HOW TO ROAST VEGETABLES: Rustic Roasted Vegetable Recipe
The easiest way to use the harvest from your garden is to roast, roast, roast. It doesn’t have to be the same way each time. Experimenting with various herbs, spices, flavored olive oils, and balsamic vinegar are a great way to change-up the flavor profile of your roasted vegetables.
It’s a fantastic feeling to come in with loads of vegetables you just picked, wash them off, trim and cut them, roast them, and eat them all within about 45 minutes. Sometimes we may not grow or have every one of these vegetables, therefore we just roast what we do have. Most vegetables roast very well and the flavor is best to me when cooked with this method.
Roasting is one of the simplest, nutritious, and flavorful ways to cook. Not only does roasting enhance the flavors of food through caramelization, it also preserves nutrients. During roasting, hot air circulates around the food increasing the browning process which give the vegetables that deep, sometimes sweet flavor.
Roasting meats at low temperature is an option, but vegetables are best roasted at high temperature. I like to roast at 400 degrees or above to get the full flavor from the vegetables, but keep the crunch. If you are grilling, you can add this to your menu as long as the heat is high enough in the grill.

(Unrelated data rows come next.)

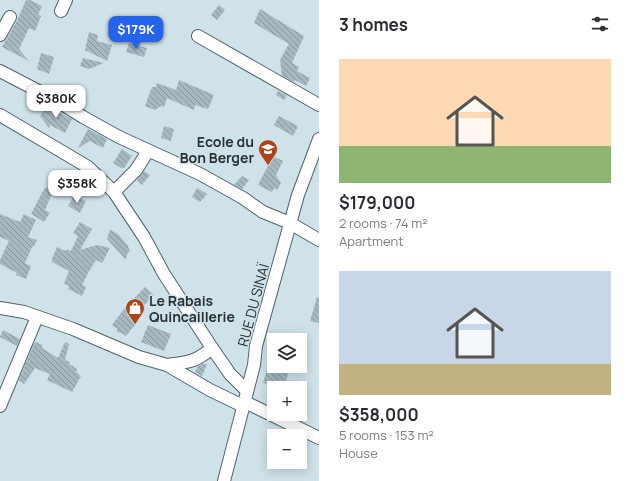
<!DOCTYPE html>
<meta charset="utf-8">
<style>
:root{--surface:#fff;--page:#f7f7f7;--text:#2b2b33;--muted:#7c7c81;--accent:#2563eb}
body{margin:0;font-family:Manrope,sans-serif;background:var(--page);color:var(--text);height:100vh;display:flex;flex-direction:column;font-size:15px;white-space:nowrap}
*{box-sizing:border-box;margin:0}
p{font-size:13px;color:var(--muted)}
.icon{flex:none;width:22px;height:22px;fill:none;stroke:currentColor;stroke-width:2;stroke-linecap:round;stroke-linejoin:round}
.map{position:relative;flex:1;overflow:hidden}
.sheet{display:flex;flex-direction:column;background:var(--surface);width:312px}
.sheet>*{flex:none}
.tools{position:absolute;left:267px;top:333px;display:grid;gap:8px}
.tools a{display:grid;place-items:center;width:40px;height:40px;border-radius:0px;background:var(--surface);box-shadow:0 2px 10px #0003;font-size:20px}
.price{position:absolute;translate:-50% -34px;padding:0 9px;border-radius:8px;background:#fff;color:#222;font-size:13px;line-height:26px;filter:drop-shadow(0 1px 2px #0008)}
.price::after{content:'';position:absolute;left:50%;top:24px;width:12px;height:9px;margin-left:-6px;background:inherit;clip-path:polygon(0 0,100% 0,50% 100%)}
.price.current{background:var(--accent);color:#fff}
ul{padding:0;list-style:none}
li{display:grid;align-content:center;gap:8px;height:212px;padding:0 20px}
li span{display:grid;place-items:center;height:124px;border-radius:0px;color:#555}
li>.icon{margin-inline-start:auto}
span .icon{width:72px;height:72px;fill:#fffc;stroke-width:1}
li b{font-size:17px}
h2{display:flex;justify-content:space-between;align-items:center;height:48px;padding:0 20px;font-size:17px}
main{display:flex;flex:1;min-height:0}
.map>svg:first-child{display:block}
.building{fill:url(#building-back-hatch)}
.lines{fill:none;stroke-linecap:round;stroke-linejoin:round}
.minor-casing{stroke:#526268;stroke-width:14}
.minor{stroke:#fff;stroke-width:12}
.labels{text-anchor:middle;dominant-baseline:central;stroke-width:3;stroke-linejoin:round;paint-order:stroke}
.poi-label{font-size:14px;font-weight:bold;fill:#293033;stroke:#cfe2e9;text-anchor:end}
.street-label{font-size:14px;fill:#293033;stroke:#cfe2e9}
</style>
<main>
<div class="map">
<svg width="319" height="481" viewBox="0 0 319 481">
<defs>
<pattern id="building-back-hatch" width="6" height="6" patternUnits="userSpaceOnUse"><rect width="6" height="6" fill="#a7b9c0"/><path d="M-1 5l2 2M0 0l6 6M5-1l2 2" fill="none" stroke="#88979d"/></pattern>
</defs>
<rect width="100%" height="100%" fill="#cfe2e9"/>
<g class="building">
<polygon points="26,0 30,0 42,6 38,15 41,16 35,31 29,28 19,49 29,61 2,47 17,21"/>
<polygon points="219,5 225,10 217,20 211,15"/>
<polygon points="260,9 304,36 292,63 299,67 297,71 310,78 306,86 295,80 294,82 282,76 280,60 289,44 254,23"/>
<polygon points="89,32 98,35 97,41 112,45 107,61 85,50"/>
<polygon points="129,43 147,48 144,57 126,52"/>
<polygon points="41,53 54,57 49,74 37,69"/>
<polygon points="83,58 104,63 89,69 80,66"/>
<polygon points="179,80 214,95 208,109 195,105 194,110 167,98 164,107 161,106 155,110 145,106 152,87 156,87 157,83 176,90"/>
<polygon points="278,91 287,95 284,100 276,95"/>
<polygon points="46,106 72,119 65,133 50,125 49,128 40,116"/>
<polygon points="279,116 298,126 293,136 274,125"/>
<polygon points="164,126 174,129 171,141 161,138"/>
<polygon points="88,129 107,139 103,148 90,141 78,148"/>
<polygon points="122,149 132,156 124,168 121,168 113,163"/>
<polygon points="273,156 283,161 276,175 281,183 277,190 274,188 272,192 258,185"/>
<polygon points="144,171 150,175 142,185 137,180"/>
<polygon points="242,176 249,180 242,189 234,185"/>
<polygon points="47,187 53,191 45,210 50,213 44,222 31,214 44,189"/>
<polygon points="197,188 207,194 200,202 192,197"/>
<polygon points="74,195 86,201 80,213 68,206"/>
<polygon points="0,214 20,222 24,214 36,220 28,237 37,240 34,246 32,247 25,263 31,266 26,279 16,275 17,273 0,264 0,260 9,241 0,237"/>
<polygon points="80,222 92,229 80,250 97,245 110,248 102,263 96,260 88,273 82,285 86,287 82,296 68,289 69,286 64,284 69,271 52,262 52,259 57,247 66,251 67,249 71,251 78,236 73,233"/>
<polygon points="110,230 118,234 129,247 128,247 130,251 127,254 126,260 107,239"/>
<polygon points="145,287 154,295 135,315 138,317 136,320 138,321 126,336 122,333 117,332 117,329 112,325 124,309"/>
<polygon points="317,297 319,298 319,323 310,321"/>
<polygon points="148,325 171,334 164,351 141,342"/>
<polygon points="3,330 20,339 17,346 0,337"/>
<polygon points="36,342 42,345 42,348 58,358 65,342 69,344 65,360 70,362 69,364 77,369 76,372 81,376 72,392 47,380 50,374 35,368 24,384 19,380 34,344"/>
<polygon points="203,364 207,364 202,376 195,372 198,366"/>
<polygon points="271,365 289,371 284,388 279,386 277,388 263,383 267,369"/>
</g>
<g class="lines">
<g class="minor-casing">
<g id="minor">
<polyline points="61,11 66,0"/>
<polyline points="0,35 10,17"/>
<polyline points="198,36 319,105"/>
<polyline points="0,71 54,99 83,117 119,137 200,174 243,198 263,212 290,223 319,240"/>
<polyline points="0,115 88,167 114,192 144,237 164,274 212,348 230,374 247,391"/>
<polyline points="114,192 136,170 148,151"/>
<polyline points="0,308 24,312 73,329 139,357 167,365 210,390 243,406"/>
<path d="M 167,365 C 188,362 196,362 212,348"/>
<polyline points="245,402 319,438"/>
<polyline points="0,406 37,317"/>
<polyline points="224,481 254,365 256,346 298,195 319,139"/>
</g>
</g>
<use href="#minor" class="minor"/>
</g>
<defs>
<g id="school-pin" transform="scale(1)"><path d="M0 17L-7.5 6A9.5 9.5 0 1 1 7.5 6Z" fill="#ab451b" stroke="#cfe2e9"/><path d="M0-5L7-2L0 1L-7-2ZM-4 1L0 2.5L4 1V4Q0 6-4 4Z" fill="#fff"/></g>
<g id="shop-pin" transform="scale(1)"><path d="M0 17L-7.5 6A9.5 9.5 0 1 1 7.5 6Z" fill="#ab451b" stroke="#cfe2e9"/><path d="M-5-2.5h2.3a2.7 3.5 0 0 1 5.4 0H5L5.5 6h-11ZM-1.5-2.5h3a1.5 2.3 0 0 0-3 0Z" fill="#fff"/></g>
</defs>
<g fill-rule="evenodd">
<use href="#school-pin" x="268" y="149"/>
<use href="#shop-pin" x="135" y="308"/>
</g>
<g class="labels">
<g class="poi-label">
<text x="254" y="141">Ecole du<tspan x="254" dy="16">Bon Berger</tspan></text>
<text x="149" y="300" text-anchor="start">Le Rabais<tspan x="149" dy="16">Quincaillerie</tspan></text>
</g>
<g class="street-label">
<text transform="translate(253 305) rotate(-75)">RUE DU SINAÏ</text>
</g>
</g>
</svg>
<div class="tools">
<a><svg class="icon" aria-label="layers" viewBox="0 0 24 24"><path d="M12 4l9 5-9 5-9-5zM3 14l9 5 9-5"/></svg></a>
<a>+</a>
<a>−</a>
</div>
<b class="price current" style="left:136px;top:50px">$179K</b>
<b class="price" style="left:56px;top:119px">$380K</b>
<b class="price" style="left:77px;top:204px">$358K</b>
</div>
<section class="sheet">
<h2>3 homes<svg class="icon" aria-label="filters" viewBox="0 0 24 24"><path d="M4 7h16M4 17h16"/><circle cx="9" cy="7" r="2"/><circle cx="15" cy="17" r="2"/></svg></h2>
<ul>
<li><span style="background:linear-gradient(#ffd9b3 70%,#8fb573 0)"><svg class="icon" aria-label="home" viewBox="0 0 24 24"><path d="M3 11l9-7 9 7M6 9v11h12V9"/></svg></span><div><b>$179,000</b><p>2 rooms · 74 m²</p><p>Apartment</p></div></li>
<li><span style="background:linear-gradient(#c9d6e8 75%,#c2b280 0)"><svg class="icon" aria-label="home" viewBox="0 0 24 24"><path d="M3 11l9-7 9 7M6 9v11h12V9"/></svg></span><div><b>$358,000</b><p>5 rooms · 153 m²</p><p>House</p></div></li>
</ul>
</section>
</main>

Oftentimes, I like to serve roasted vegetables as a side for my hamburger or if I want a more elegant meal, I may have it alongside my steak. In the summer, eating roasted vegetables for my main meal is a light option and a tasty one at that. I enjoy them with chipotle aioli to give a little heat with the sweetness of the vegetables. Whatever you do have fun in the kitchen!
This recipe can be found in my book, Happy Healthy Family Tracking the Outdoors In.
Rustic Roasted Vegetables
- 1 Vidalia onion
- 1 red onion
- 1 small eggplant
- 1 yellow bell pepper, cut in thin slices
- 1 red bell pepper, cut in thin slices
- 2 tablespoons fresh basil
- Salt and freshly ground black pepper
- Preheat oven to 400 degrees.
- Cut onions through core to keep them intact. Cut small eggplant in slices. Cut the rest of vegetables into thick strips. Place vegetables in groups on sheet pan. Do not crowd the pan or the vegetables will steam.
- Sprinkle basil, salt, and pepper over vegetables and roast for 15 minutes. Turn each piece and roast for 5 to 10 minutes more. Sprinkle with extra salt if needed and serve.